In a
letter
to the Speaker of the New York City Council, the
Institute for Women’s Policy Research (IWPR)
and other leading scholars outlined flaws in a study by the Partnership for New York City estimating high costs to businesses due to proposed paid sick leave legislation.
The Ernst and Young survey that was commissioned by the Partnership for New York City, a group of 200 leaders of major corporations in the city, claims that the proposed paid sick leave legislation would cost New York City businesses $789 million per year. The Partnership has not released the methodology used to estimate projected costs.
“Despite the Partnership’s stated intent to acquire hard data from employers, their survey, its implementation, and their analysis suffer from a number of critical flaws,” said Robert Drago, research director with IWPR. “The survey was not random, and the analysis misinterprets the proposed legislation.”
In their letter to New York City Council Speaker Christine Quinn, IWPR points out that the employers who participated in the survey were not proportionally representative, but part of a self-selecting group with an overrepresentation from large businesses. Sixty percent of the Partnership’s estimated cost of the proposed paid sick leave legislation is attributed to the need for employers to change their sick leave policies; however, the study incorrectly assumes that providers already offering paid sick leave must change their policies. The cost estimate also incorrectly includes costs for covering independent contractors—even though they would not be covered under the proposed legislation.
Senior researchers from a number of universities and think tanks signed the letter, including scholars from Columbia University, New York University, the Center for American Progress, the Center for Economic and Policy Research, the Center for Law and Social Policy, the Women of Color Policy Network, Human Impact Partners, and the Labor Project for Working Families. A number of the signatories participate in a research working group, convened by IWPR, dedicated to improving the quality and availability of social science research on sick leave and family leave.
The Partnership’s survey also contradicts recent estimates for the New York metropolitan region released by the Bureau of Labor Statistics showing that 27 percent of private-sector workers lack sick days, as do 63 percent of workers in the bottom wage quartile. The Partnership found that only 12 percent of private-sector workers in New York City lack access to sick leave.

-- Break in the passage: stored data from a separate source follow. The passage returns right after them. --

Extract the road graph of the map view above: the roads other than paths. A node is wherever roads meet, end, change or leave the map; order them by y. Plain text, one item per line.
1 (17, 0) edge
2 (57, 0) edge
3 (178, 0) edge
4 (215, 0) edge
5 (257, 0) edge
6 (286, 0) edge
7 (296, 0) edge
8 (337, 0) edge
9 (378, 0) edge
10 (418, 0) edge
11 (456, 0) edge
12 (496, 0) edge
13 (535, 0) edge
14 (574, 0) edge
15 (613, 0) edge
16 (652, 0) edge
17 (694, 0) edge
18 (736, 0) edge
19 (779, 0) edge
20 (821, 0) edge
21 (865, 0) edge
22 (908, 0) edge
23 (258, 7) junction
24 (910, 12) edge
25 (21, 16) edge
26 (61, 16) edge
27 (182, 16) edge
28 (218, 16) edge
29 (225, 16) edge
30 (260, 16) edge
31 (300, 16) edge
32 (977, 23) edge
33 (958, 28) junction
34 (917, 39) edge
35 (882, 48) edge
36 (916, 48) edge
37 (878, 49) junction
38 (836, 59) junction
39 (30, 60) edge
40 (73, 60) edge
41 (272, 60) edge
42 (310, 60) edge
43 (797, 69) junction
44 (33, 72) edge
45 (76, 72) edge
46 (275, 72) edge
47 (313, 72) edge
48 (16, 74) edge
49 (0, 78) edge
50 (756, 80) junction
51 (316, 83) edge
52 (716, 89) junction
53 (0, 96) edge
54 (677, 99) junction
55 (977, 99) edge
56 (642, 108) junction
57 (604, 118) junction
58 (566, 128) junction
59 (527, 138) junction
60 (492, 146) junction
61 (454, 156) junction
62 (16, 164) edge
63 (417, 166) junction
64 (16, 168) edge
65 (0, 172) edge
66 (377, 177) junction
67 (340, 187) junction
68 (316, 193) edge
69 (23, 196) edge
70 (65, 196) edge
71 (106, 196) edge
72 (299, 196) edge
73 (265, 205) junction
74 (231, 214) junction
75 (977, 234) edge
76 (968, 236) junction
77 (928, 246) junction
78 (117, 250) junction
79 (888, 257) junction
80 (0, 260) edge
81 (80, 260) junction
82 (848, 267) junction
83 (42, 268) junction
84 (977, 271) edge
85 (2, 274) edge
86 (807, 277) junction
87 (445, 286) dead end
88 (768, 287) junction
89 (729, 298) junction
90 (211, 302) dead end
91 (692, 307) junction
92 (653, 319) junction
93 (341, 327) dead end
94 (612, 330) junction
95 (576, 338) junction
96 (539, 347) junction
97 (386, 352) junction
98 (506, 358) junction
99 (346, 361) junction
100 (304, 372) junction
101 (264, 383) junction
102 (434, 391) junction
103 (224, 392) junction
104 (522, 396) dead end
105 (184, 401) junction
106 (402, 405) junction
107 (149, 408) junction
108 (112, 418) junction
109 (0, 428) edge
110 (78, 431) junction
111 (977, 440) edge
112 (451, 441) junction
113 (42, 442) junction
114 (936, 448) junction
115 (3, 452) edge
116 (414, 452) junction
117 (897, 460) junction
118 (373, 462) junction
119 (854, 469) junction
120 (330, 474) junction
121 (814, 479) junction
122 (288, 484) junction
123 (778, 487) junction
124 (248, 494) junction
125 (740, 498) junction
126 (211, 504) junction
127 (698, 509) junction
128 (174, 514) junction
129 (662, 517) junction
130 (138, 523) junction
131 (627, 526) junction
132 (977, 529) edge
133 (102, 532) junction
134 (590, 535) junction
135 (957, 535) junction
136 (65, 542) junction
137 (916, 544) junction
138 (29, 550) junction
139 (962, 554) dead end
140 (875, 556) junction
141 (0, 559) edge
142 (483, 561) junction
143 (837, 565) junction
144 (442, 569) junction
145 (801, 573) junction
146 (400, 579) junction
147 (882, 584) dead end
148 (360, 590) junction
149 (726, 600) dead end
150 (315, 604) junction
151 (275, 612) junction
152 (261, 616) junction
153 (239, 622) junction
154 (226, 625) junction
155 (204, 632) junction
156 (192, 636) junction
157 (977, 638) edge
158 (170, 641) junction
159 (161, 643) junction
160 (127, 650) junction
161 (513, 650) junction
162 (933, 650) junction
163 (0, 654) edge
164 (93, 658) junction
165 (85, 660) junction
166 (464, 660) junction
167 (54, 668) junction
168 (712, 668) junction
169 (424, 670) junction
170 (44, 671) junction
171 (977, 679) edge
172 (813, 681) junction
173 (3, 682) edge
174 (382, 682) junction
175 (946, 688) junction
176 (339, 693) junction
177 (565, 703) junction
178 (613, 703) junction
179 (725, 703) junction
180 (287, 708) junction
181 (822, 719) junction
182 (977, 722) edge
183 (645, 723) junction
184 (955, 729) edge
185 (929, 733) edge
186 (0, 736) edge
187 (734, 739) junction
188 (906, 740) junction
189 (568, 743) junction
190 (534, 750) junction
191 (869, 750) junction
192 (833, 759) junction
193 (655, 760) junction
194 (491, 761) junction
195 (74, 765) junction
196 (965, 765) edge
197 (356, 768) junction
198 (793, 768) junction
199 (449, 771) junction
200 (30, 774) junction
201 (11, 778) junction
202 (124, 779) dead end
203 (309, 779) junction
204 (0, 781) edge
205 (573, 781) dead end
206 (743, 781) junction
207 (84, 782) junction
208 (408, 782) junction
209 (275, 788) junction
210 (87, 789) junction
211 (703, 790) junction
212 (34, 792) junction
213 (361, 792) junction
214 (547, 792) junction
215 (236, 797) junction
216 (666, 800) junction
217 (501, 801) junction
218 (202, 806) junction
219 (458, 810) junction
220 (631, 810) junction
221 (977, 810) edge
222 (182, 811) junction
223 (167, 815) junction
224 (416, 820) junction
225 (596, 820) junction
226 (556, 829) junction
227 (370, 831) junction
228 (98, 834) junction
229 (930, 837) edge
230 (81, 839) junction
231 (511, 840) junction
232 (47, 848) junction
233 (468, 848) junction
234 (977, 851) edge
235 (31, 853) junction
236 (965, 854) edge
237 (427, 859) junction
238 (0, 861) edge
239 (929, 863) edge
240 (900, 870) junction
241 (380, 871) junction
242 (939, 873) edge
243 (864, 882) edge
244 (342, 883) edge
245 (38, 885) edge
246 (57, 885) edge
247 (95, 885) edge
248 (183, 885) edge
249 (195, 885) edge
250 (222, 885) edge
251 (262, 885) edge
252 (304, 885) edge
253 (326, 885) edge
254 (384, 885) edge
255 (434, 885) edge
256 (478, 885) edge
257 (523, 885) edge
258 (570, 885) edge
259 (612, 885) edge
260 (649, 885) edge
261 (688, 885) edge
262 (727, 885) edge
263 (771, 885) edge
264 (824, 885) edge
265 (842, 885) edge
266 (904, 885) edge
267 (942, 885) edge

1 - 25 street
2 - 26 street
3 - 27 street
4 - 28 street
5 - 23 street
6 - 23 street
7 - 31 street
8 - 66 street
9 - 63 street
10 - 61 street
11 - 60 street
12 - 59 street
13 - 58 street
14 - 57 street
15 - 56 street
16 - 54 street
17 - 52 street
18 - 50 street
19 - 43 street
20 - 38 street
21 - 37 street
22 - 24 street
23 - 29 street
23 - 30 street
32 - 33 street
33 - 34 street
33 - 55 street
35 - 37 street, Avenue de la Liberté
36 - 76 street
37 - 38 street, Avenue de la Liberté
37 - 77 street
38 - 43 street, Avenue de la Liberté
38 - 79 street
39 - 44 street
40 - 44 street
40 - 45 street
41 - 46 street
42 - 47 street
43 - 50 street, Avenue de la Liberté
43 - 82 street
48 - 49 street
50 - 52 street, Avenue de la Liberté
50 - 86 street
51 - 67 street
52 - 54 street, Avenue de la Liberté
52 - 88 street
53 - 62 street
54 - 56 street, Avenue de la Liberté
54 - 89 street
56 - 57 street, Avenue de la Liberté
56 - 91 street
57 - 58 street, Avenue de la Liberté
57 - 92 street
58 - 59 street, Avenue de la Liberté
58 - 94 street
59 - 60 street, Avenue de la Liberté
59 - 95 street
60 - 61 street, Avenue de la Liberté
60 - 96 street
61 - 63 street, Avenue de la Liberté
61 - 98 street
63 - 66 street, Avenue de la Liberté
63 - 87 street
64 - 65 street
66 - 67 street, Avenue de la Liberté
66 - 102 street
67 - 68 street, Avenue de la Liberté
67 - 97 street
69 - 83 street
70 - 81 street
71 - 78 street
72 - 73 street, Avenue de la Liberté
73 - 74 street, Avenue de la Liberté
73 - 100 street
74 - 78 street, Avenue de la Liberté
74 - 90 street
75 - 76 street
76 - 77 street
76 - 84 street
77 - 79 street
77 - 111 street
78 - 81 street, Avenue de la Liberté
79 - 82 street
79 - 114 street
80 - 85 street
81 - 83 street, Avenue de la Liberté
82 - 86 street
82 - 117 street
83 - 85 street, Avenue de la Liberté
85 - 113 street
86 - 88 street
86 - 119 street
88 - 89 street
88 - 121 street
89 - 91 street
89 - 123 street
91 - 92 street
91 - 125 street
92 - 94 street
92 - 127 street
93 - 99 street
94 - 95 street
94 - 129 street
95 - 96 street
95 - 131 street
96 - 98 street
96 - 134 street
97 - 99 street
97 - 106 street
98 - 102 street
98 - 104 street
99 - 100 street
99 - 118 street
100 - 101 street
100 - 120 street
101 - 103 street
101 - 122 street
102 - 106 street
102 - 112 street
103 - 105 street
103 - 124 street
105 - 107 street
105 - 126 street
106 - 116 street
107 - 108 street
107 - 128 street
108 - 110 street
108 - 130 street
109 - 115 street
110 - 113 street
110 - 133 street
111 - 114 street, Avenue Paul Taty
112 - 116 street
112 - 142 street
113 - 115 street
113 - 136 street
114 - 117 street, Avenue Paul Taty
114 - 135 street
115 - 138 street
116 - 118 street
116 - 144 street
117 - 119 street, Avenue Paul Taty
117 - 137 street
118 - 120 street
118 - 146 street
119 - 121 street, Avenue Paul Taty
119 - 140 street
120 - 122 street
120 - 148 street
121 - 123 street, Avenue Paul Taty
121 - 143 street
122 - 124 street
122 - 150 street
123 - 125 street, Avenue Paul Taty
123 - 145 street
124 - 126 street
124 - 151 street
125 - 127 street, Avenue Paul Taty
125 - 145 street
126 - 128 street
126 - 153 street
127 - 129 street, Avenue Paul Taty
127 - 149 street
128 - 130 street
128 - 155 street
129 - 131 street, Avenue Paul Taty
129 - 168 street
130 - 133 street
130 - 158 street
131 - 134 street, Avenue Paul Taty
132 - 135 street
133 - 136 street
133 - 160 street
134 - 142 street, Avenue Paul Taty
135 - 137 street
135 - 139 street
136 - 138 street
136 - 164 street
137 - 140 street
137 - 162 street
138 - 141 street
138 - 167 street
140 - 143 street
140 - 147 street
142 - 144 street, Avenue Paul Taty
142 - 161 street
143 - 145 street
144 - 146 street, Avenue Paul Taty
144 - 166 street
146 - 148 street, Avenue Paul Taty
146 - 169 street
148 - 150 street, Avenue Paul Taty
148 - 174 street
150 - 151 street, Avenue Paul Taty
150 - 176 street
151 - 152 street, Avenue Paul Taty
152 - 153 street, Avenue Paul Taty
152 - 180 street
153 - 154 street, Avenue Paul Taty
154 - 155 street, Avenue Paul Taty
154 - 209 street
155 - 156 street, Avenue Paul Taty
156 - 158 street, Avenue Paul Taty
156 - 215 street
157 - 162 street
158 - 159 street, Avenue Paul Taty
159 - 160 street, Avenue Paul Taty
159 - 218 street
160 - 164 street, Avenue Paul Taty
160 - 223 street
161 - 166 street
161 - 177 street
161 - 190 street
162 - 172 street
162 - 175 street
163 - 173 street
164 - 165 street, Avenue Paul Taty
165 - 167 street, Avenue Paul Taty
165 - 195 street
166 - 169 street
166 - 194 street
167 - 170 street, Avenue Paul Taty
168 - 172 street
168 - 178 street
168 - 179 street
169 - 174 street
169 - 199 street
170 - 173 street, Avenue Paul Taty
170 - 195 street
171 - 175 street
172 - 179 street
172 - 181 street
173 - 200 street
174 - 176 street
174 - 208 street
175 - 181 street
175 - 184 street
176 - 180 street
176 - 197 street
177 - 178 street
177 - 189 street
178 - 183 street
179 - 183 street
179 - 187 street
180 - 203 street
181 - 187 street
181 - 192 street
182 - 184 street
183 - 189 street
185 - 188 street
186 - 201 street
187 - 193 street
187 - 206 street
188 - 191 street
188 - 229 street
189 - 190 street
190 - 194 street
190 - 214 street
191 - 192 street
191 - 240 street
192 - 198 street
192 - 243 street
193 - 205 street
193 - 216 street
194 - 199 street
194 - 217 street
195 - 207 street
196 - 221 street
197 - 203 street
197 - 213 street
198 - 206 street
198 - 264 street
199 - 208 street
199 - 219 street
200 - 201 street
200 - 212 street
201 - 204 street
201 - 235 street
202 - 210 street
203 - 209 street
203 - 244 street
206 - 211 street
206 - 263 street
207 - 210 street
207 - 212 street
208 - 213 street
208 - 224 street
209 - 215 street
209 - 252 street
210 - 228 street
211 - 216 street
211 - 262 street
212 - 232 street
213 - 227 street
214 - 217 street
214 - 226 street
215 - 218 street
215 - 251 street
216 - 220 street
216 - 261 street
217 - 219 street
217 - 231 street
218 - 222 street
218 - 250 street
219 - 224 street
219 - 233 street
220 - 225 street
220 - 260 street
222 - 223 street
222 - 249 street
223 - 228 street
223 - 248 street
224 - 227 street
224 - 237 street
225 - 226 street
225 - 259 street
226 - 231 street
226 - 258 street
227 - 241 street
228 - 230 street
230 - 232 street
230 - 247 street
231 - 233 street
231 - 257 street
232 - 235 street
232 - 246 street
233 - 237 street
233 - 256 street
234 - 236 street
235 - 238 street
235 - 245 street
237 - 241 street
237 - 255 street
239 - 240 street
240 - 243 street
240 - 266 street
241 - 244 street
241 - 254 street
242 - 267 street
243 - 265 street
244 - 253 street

A veto-proof majority of 36 members of the New York City Council currently supports the proposed paid sick leave legislation. The bill is modeled on a similar one that was passed in San Francisco. Recent research by New York’s Drum Major Institute finds San Francisco has experienced job growth competitive with surrounding counties since the law was implemented.
Previous cost-benefit analysis by IWPR demonstrated that paid sick leave legislation in
New York City
would result in cost savings for businesses by increasing worker productivity and reducing turn-over. “The Partnership study, in failing to describe its methods, does not follow accepted standards of rigor,” said Kevin Miller, senior research associate with IWPR. “Critical methodological flaws make it misleading—at best—as a guide for shaping policy.”
A June poll by the National Opinion Research Center at the University of Chicago found strong national support for paid sick leave legislation—with 86 percent of respondents favoring legislation that would guarantee up to seven paid sick days per year. According to a
report
released May 2010 by the Community Service Society of New York, a public policy institute focusing on poverty issues, three in four New Yorkers support similar legislation.